Yeah, the truth is a bit more complicated.

  1. Some objects not not decentralized. For example users are only federated. (there are some ideas brewing to improve this but right now they are not).
  2. It is decentralized between "homeservers" (sort of like instances) not end users. But this is really just an optimization and good for privacy. They do have prototypes of running a homeserver on your phone along with the client. So most clients only talk to their homeserver. But your instance works with federated and decentralized objects (depending on the type of object).

But I think the key thing here is that rooms are decentralized and can survive sever losses. If I create a room on matrix.org and matrix.org disappears it can still be fully used by other servers. (As long as at least one other server was participating when matrix.org went offline, much like you need 1 seeder to keep a torrent alive.) Of course if all admins were accounts on matrix.org then the room will no longer have any admins, so it may be crippled, but if there were admins on multiple servers then the room can effectively live forever and survive any number of homeserver losses.

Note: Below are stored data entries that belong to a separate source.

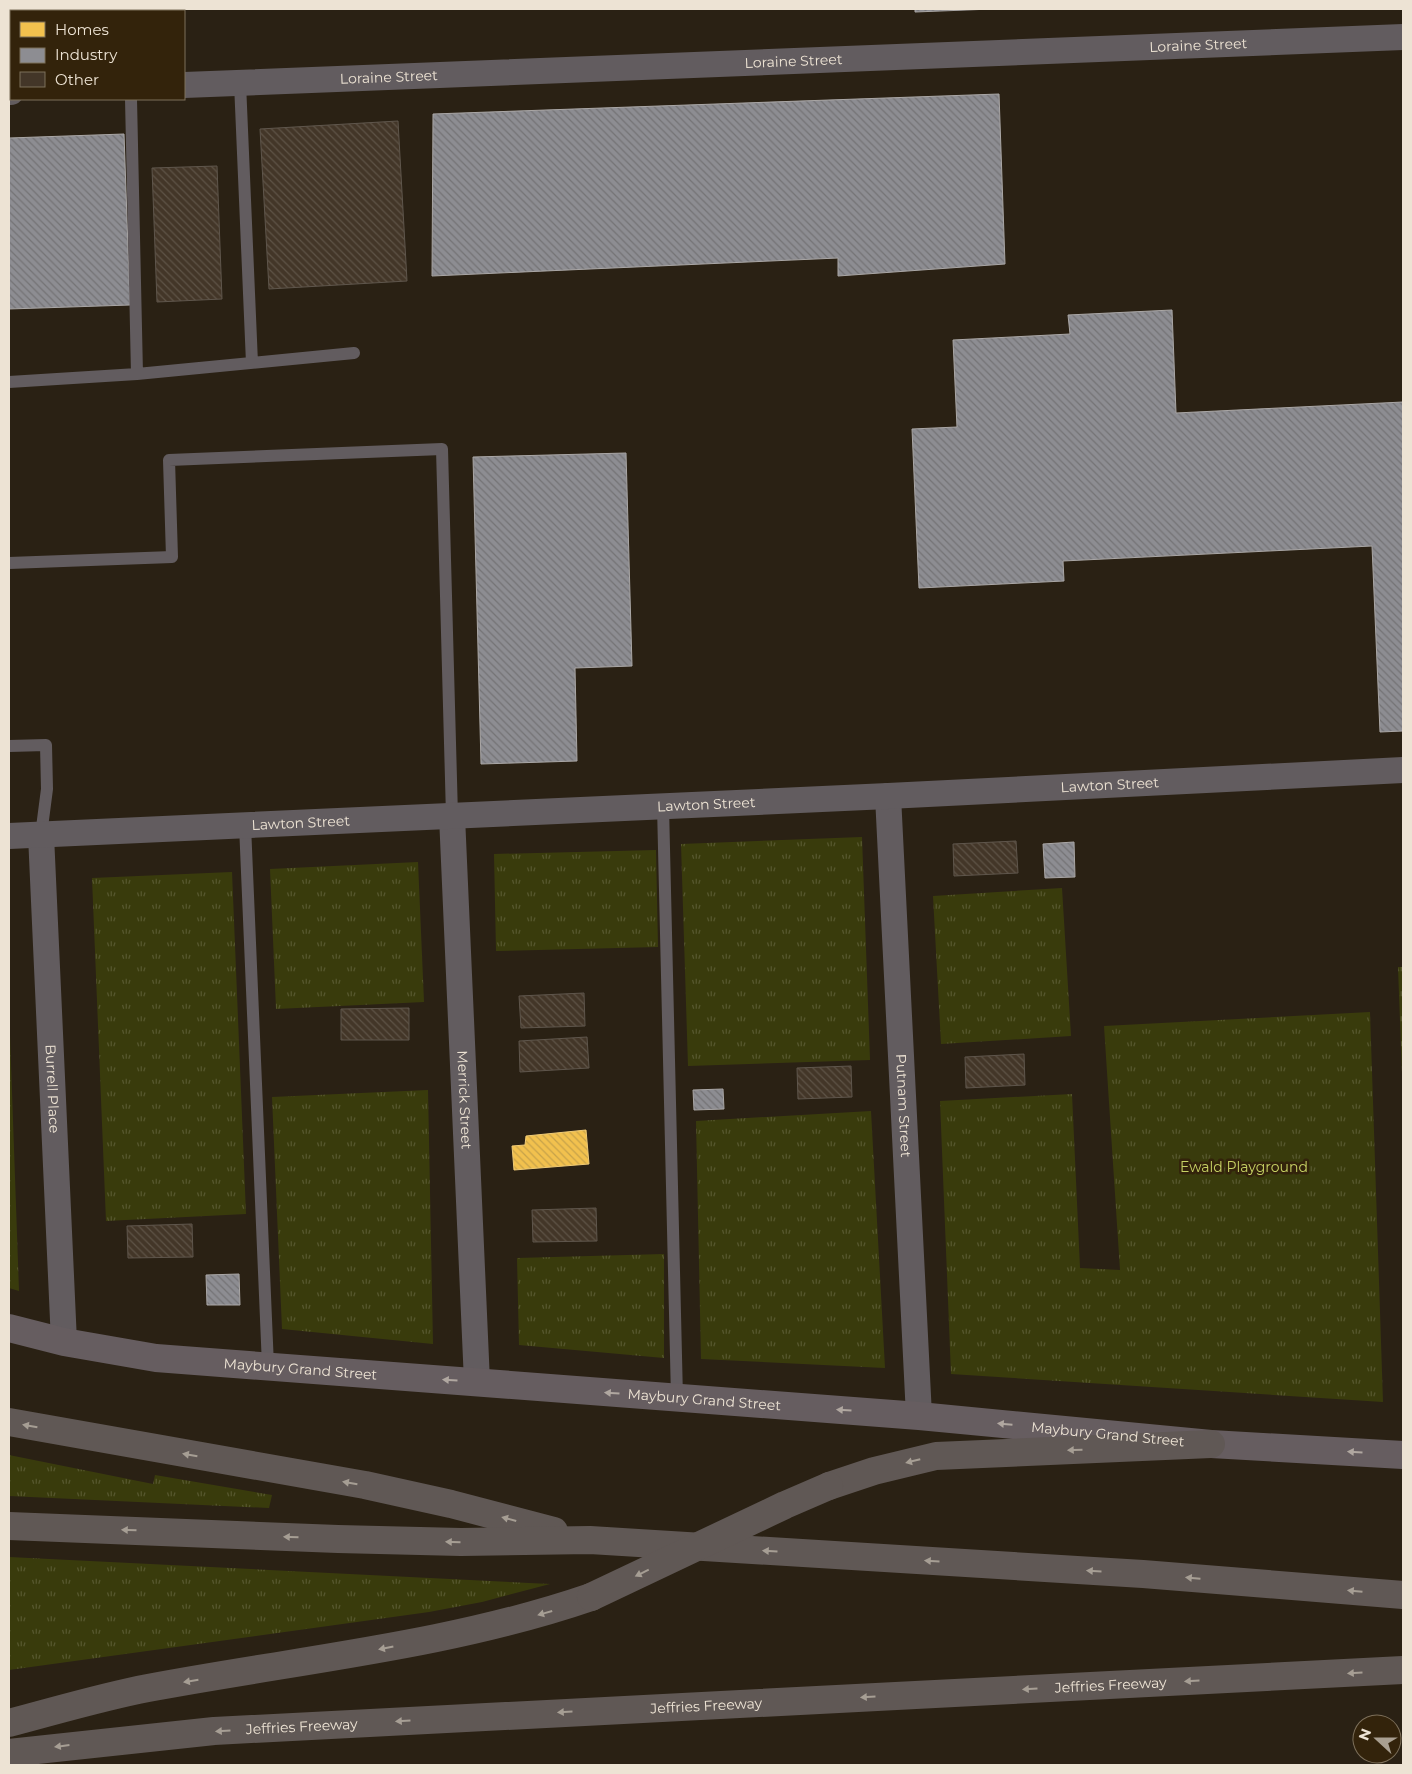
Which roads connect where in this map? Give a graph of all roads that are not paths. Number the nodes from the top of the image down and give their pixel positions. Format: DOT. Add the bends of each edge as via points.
graph roads {
  1 [pos="1403,37"];
  2 [pos="240,83"];
  3 [pos="185,85"];
  4 [pos="131,100"];
  5 [pos="354,353"];
  6 [pos="252,363"];
  7 [pos="137,374"];
  8 [pos="9,382"];
  9 [pos="9,563"];
  10 [pos="9,746"];
  11 [pos="1403,770"];
  12 [pos="888,796"];
  13 [pos="663,806"];
  14 [pos="452,816"];
  15 [pos="245,825"];
  16 [pos="41,835"];
  17 [pos="9,836"];
  18 [pos="9,1328"];
  19 [pos="64,1342"];
  20 [pos="268,1366"];
  21 [pos="477,1382"];
  22 [pos="677,1398"];
  23 [pos="919,1416"];
  24 [pos="9,1422"];
  25 [pos="1211,1444"];
  26 [pos="1403,1455"];
  27 [pos="9,1526"];
  28 [pos="590,1540"];
  29 [pos="1403,1595"];
  30 [pos="1403,1670"];
  31 [pos="9,1723"];
  32 [pos="9,1753"];
  1 -- 2 [label="street, Loraine Street"];
  2 -- 3 [label="street, Loraine Street"];
  2 -- 6 [label="lane"];
  4 -- 7 [label="lane"];
  5 -- 6 [label="lane"];
  6 -- 7 [label="lane"];
  7 -- 8 [label="lane"];
  9 -- 14 [label="lane" via="172,557 169,460 442,449"];
  10 -- 16 [label="lane" via="46,745 47,789"];
  11 -- 12 [label="street, Lawton Street"];
  12 -- 13 [label="street, Lawton Street"];
  12 -- 23 [label="street, Putnam Street"];
  13 -- 14 [label="street, Lawton Street"];
  13 -- 22 [label="lane"];
  14 -- 15 [label="street, Lawton Street"];
  14 -- 21 [label="street, Merrick Street"];
  15 -- 16 [label="street, Lawton Street"];
  15 -- 20 [label="lane"];
  16 -- 17 [label="street, Lawton Street"];
  16 -- 19 [label="street, Burrell Place"];
  18 -- 19 [label="street, Maybury Grand Street"];
  19 -- 20 [label="street, Maybury Grand Street" via="156,1358"];
  21 -- 20 [label="street, Maybury Grand Street, one-way"];
  22 -- 21 [label="street, Maybury Grand Street, one-way"];
  23 -- 22 [label="street, Maybury Grand Street, one-way"];
  25 -- 23 [label="street, Maybury Grand Street, one-way"];
  28 -- 24 [label="highway, one-way" via="365,1485"];
  26 -- 25 [label="street, Maybury Grand Street, one-way"];
  25 -- 31 [label="highway, one-way, bridge" via="936,1456 830,1486 591,1598 501,1624 346,1656 146,1688"];
  28 -- 27 [label="highway, one-way" via="357,1540"];
  29 -- 28 [label="highway, one-way" via="1143,1574"];
  30 -- 32 [label="highway, Jeffries Freeway, one-way" via="214,1732"];
}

This is very different from federated protocols like ActivityPub as you can probably tell where the death of an instance will kill any communities on it.

[-] sugar_in_your_tea@sh.itjust.works 1 points 10 months ago

And that's certainly something I'm worried about. If the admin of programming-dev gets tired of running the instance, it could just disappear.

And I'm happy with using servers as an optimization, but IMO it should always allow users to host at least a portion of it themselves without a server. As in, everybody becomes a seeder. That way, if an instance gets hammered with a DDOS or something, the network can still survive by routing around it.